**About this exercise**: Report how many lines of the listing below include the word "lists". Give nothing but the number.

**Exercise inputs**:
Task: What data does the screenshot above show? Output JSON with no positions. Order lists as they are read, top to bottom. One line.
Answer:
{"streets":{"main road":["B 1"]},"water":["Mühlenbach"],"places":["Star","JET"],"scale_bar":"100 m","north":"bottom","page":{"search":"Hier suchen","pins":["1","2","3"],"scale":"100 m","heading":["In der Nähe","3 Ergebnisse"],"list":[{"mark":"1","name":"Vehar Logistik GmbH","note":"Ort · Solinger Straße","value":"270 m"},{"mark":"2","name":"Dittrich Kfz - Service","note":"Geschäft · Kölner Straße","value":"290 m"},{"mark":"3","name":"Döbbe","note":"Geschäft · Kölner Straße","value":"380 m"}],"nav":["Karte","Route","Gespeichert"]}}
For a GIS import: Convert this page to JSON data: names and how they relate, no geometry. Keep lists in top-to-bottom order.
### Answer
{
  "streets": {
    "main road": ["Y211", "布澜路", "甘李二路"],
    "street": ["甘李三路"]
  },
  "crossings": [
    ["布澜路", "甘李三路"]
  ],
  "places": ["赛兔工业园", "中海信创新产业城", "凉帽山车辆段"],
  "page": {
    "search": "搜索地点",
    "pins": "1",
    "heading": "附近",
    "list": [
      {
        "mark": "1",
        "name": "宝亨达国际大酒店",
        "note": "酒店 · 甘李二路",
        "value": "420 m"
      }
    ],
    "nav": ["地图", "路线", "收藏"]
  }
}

**Solution for this problem**: 2